One of my favourite phrases when writing about private equity and venture capital is “a fool and his money are easily parted” and that phrase is seriously, not even enough with this latest announcement.
Cooler Screens has announced that it has raised more that $80M in Series C funding (TechCrunch was first to report the news).
This latest round comes from Verizon Ventures (who should know better), Microsoft M12, Great Point Ventures and Silicon Valley Bank. It brings the total amount raised by Cooler Screens to a whopping USD 100 million.
There’s nothing new with what they do, they replace the plain glass doors traditionally used on coolers (refrigerators or fridges) in stores with active electronic displays.

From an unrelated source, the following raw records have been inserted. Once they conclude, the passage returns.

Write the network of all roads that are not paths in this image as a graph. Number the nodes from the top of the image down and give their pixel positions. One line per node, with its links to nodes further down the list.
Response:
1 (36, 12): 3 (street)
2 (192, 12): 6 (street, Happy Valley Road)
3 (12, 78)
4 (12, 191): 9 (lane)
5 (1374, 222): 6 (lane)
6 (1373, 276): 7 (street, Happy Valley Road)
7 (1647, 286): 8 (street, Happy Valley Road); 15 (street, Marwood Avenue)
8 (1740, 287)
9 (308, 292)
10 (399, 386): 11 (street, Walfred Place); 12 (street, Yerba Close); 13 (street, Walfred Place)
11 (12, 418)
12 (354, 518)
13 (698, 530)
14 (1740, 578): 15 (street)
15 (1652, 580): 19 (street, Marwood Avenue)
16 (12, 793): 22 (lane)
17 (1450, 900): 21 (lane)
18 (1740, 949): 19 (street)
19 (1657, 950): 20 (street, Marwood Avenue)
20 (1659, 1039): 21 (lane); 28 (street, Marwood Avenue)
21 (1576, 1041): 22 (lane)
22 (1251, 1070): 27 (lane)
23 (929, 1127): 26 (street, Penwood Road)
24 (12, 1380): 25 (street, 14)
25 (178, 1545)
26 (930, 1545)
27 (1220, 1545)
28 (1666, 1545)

STRATACACHE for example showcased its then newest product, PrimaSeeTM, a translucent display back in 2011.
Here though we’ve seen private equity folks not understand the dynamics of the out of home advertising industry and have got all excited with the “bright displays (that) not only show the products and prices of what’s inside the cooler, but can also change to become dynamic ad spaces”.
The company statement said “These ad spaces can highlight specific product or price promotions or literally act as a giant TV running a commercial”.

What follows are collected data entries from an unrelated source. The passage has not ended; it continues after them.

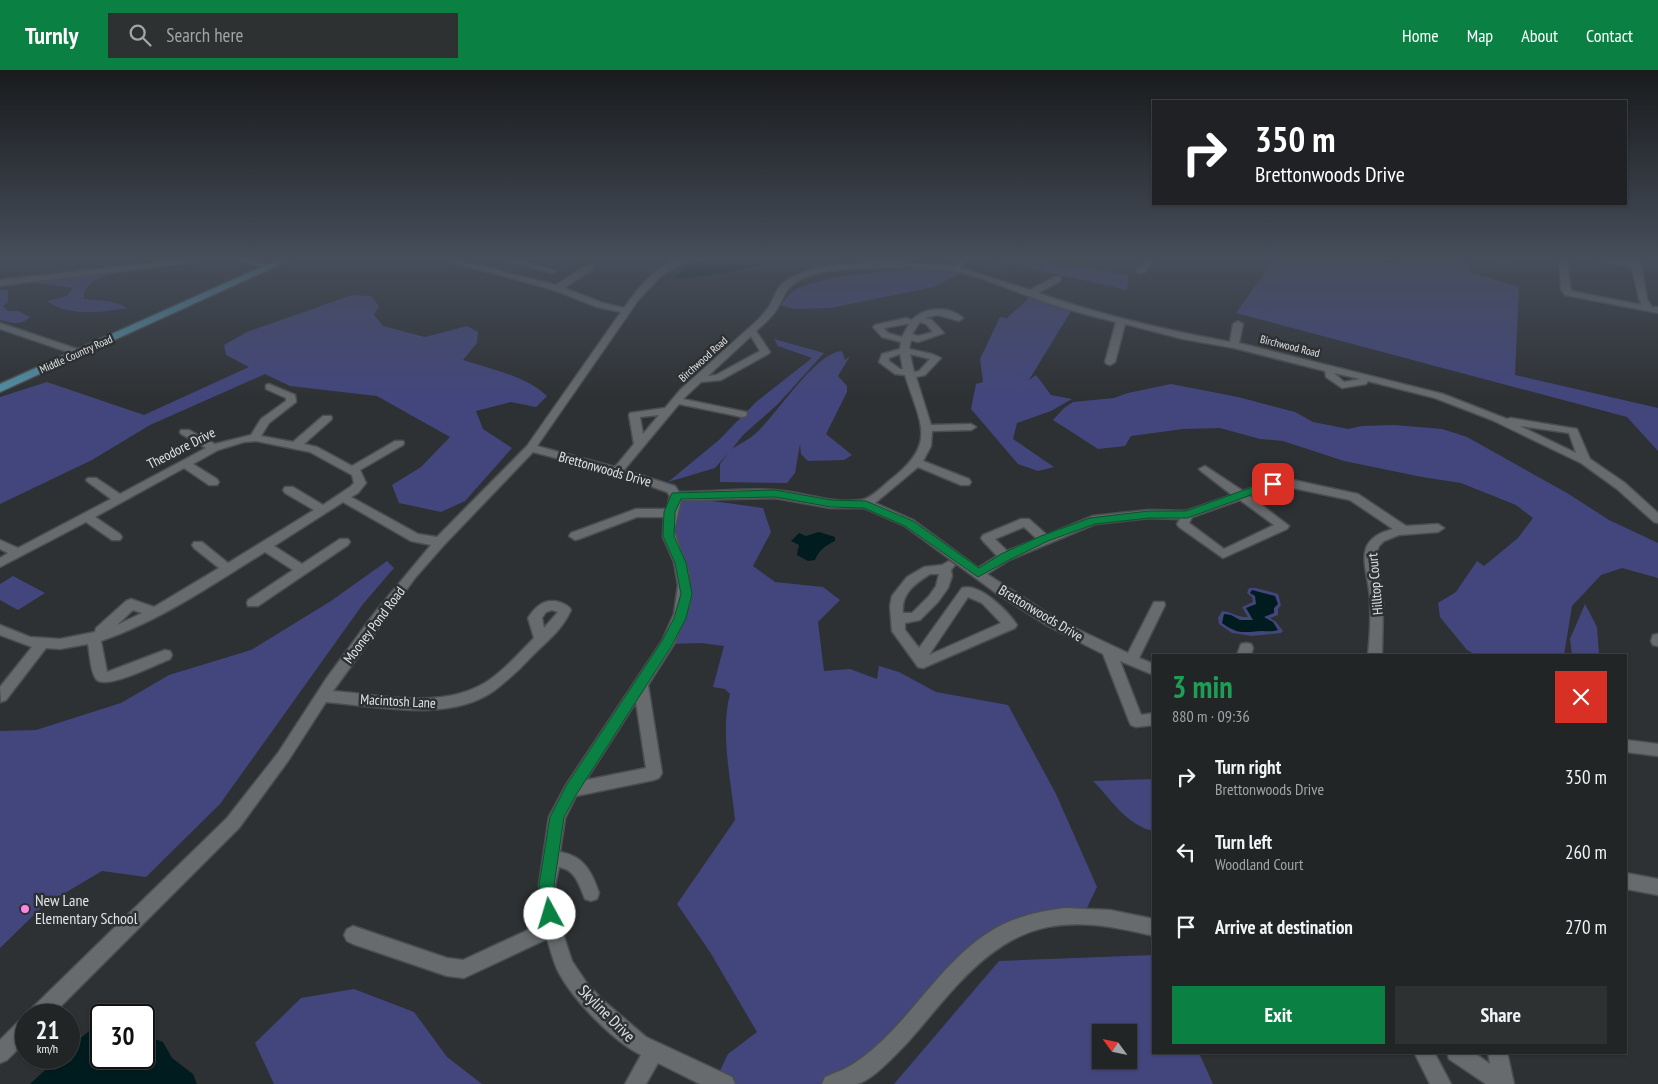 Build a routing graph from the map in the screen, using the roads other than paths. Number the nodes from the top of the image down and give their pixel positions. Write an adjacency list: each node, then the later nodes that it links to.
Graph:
1 (184, 305): 18 (main road, Middle Country Road)
2 (604, 305): 8 (street)
3 (631, 305): 8 (street, Mooney Pond Road)
4 (774, 305): 14 (street, Birchwood Road)
5 (1062, 305): 11 (street, Birchwood Road)
6 (1632, 305): 7 (street)
7 (1653, 309)
8 (627, 310): 39 (street, Mooney Pond Road)
9 (960, 318): 10 (street)
10 (916, 321): 15 (street); 15 (street); 15 (street)
11 (1121, 321): 16 (street, Birchwood Road); 19 (street)
12 (1238, 324): 16 (street)
13 (0, 326): 18 (street)
14 (752, 331): 23 (street, Birchwood Road); 23 (street)
15 (906, 338): 17 (street)
16 (1234, 345): 20 (street, Birchwood Road)
17 (904, 351): 21 (street); 21 (street); 21 (street)
18 (80, 353): 24 (main road, Middle Country Road)
19 (1110, 362)
20 (1330, 369): 22 (street, Birchwood Road); 22 (street)
21 (909, 373): 32 (street)
22 (1366, 378): 30 (street, Birchwood Road)
23 (699, 379): 26 (street, Birchwood Road)
24 (0, 388)
25 (269, 388): 34 (street)
26 (677, 400): 27 (street, Birchwood Road); 28 (street)
27 (669, 411): 36 (street, Birchwood Road); 36 (street)
28 (742, 414)
29 (327, 418): 37 (street)
30 (1496, 418): 40 (street, Birchwood Road); 40 (street)
31 (971, 427): 32 (street)
32 (927, 428): 41 (street)
33 (185, 432): 38 (street)
34 (254, 438): 37 (street, Theodore Drive); 38 (street, Theodore Drive)
35 (400, 443): 44 (street)
36 (640, 445): 45 (street, Birchwood Road)
37 (295, 446): 44 (street, Theodore Drive)
38 (214, 448): 42 (street, Theodore Drive)
39 (531, 448): 45 (street, Brettonwoods Drive); 67 (street, Mooney Pond Road)
40 (1585, 461): 55 (street, Birchwood Road)
41 (916, 462): 48 (street); 54 (street)
42 (185, 464): 47 (street); 53 (street, Theodore Drive)
43 (1205, 469): 50 (street)
44 (353, 470): 52 (street)
45 (617, 471): 51 (street, Brettonwoods Drive)
46 (92, 480): 53 (street)
47 (213, 482)
48 (965, 482)
49 (289, 490): 56 (street)
50 (1243, 495): 58 (street); 58 (street); 62 (street)
51 (676, 496): 54 (street, Brettonwoods Drive); 57 (street)
52 (342, 498): 56 (street); 67 (street)
53 (119, 499): 59 (street, Theodore Drive)
54 (866, 504): 73 (street, Brettonwoods Drive)
55 (1652, 507): 60 (street, Birchwood Road)
56 (322, 510): 70 (street)
57 (670, 512): 63 (street); 94 (street, Skyline Drive)
58 (1187, 515): 65 (street)
59 (86, 516): 64 (street); 71 (street, Theodore Drive)
60 (1658, 519)
61 (1438, 528): 62 (street)
62 (1402, 529): 89 (street, Hilltop Court)
63 (575, 536)
64 (116, 538)
65 (1045, 539): 72 (street); 72 (street)
66 (344, 542): 77 (street)
67 (440, 542): 96 (street, Mooney Pond Road)
68 (0, 544): 71 (street)
69 (198, 545): 75 (street)
70 (265, 546): 75 (street); 77 (street)
71 (18, 553): 74 (street, Theodore Drive)
72 (1005, 557): 78 (street)
73 (957, 558): 76 (street); 78 (street, Brettonwoods Drive)
74 (0, 563)
75 (228, 569): 85 (street)
76 (944, 569): 83 (street); 83 (street)
77 (302, 570): 81 (street)
78 (978, 573): 79 (street, Brettonwoods Drive)
79 (1000, 590): 80 (street); 88 (street, Brettonwoods Drive)
80 (987, 600): 91 (street); 91 (street)
81 (253, 603)
82 (1160, 605): 92 (street)
83 (896, 619): 91 (street)
84 (0, 630): 87 (street)
85 (95, 637): 87 (street); 90 (street)
86 (541, 640): 96 (street, Macintosh Lane)
87 (42, 644): 95 (street)
88 (1109, 651): 92 (street, Brettonwoods Drive); 97 (street)
89 (1375, 654)
90 (165, 655)
91 (919, 658)
92 (1131, 661): 93 (street, Brettonwoods Drive)
93 (1152, 669)
94 (641, 685): 100 (street, Skyline Drive); 100 (street)
95 (1, 696)
96 (323, 696): 108 (street, Mooney Pond Road)
97 (1152, 719)
98 (1627, 746): 99 (street)
99 (1658, 750)
100 (571, 790): 101 (street, Skyline Drive)
101 (550, 859): 104 (street); 106 (street, Skyline Drive)
102 (1627, 881): 103 (street)
103 (1658, 887)
104 (591, 892)
105 (1152, 927): 115 (street)
106 (552, 928): 107 (street); 110 (street, Skyline Drive)
107 (353, 935)
108 (50, 1004)
109 (15, 1039): 111 (street)
110 (654, 1052): 116 (street); 117 (street, Skyline Drive)
111 (0, 1053)
112 (1424, 1054): 118 (street)
113 (1459, 1054): 119 (street)
114 (1497, 1054): 119 (street)
115 (840, 1083)
116 (635, 1084)
117 (724, 1084)
118 (1441, 1084)
119 (1504, 1084)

Cooler Screens also announced that it’s technology is up and running in 50 Walgreens across the Chicago area, with plans to roll out to 2,500 Walgreens locations across the U.S.
In a recent phone interview, John Clavadetscher, President and CCO of Cooler Screens told The Spoon that when Cooler Screens hits that 2,500 mark, its screens will have a viewing audience roughly the same size as the Super Bowl every month.
Umm, I’m not sure he understands how brands buy and sell advertising in-store, they haven’t got access to the big brands who traditionally buy through ad agency, media buyer. These are co-op deals, not big money.
We’ve seen a number of companies come and go over the past 10 years that tried a similar thing and I am sure this will go the same way.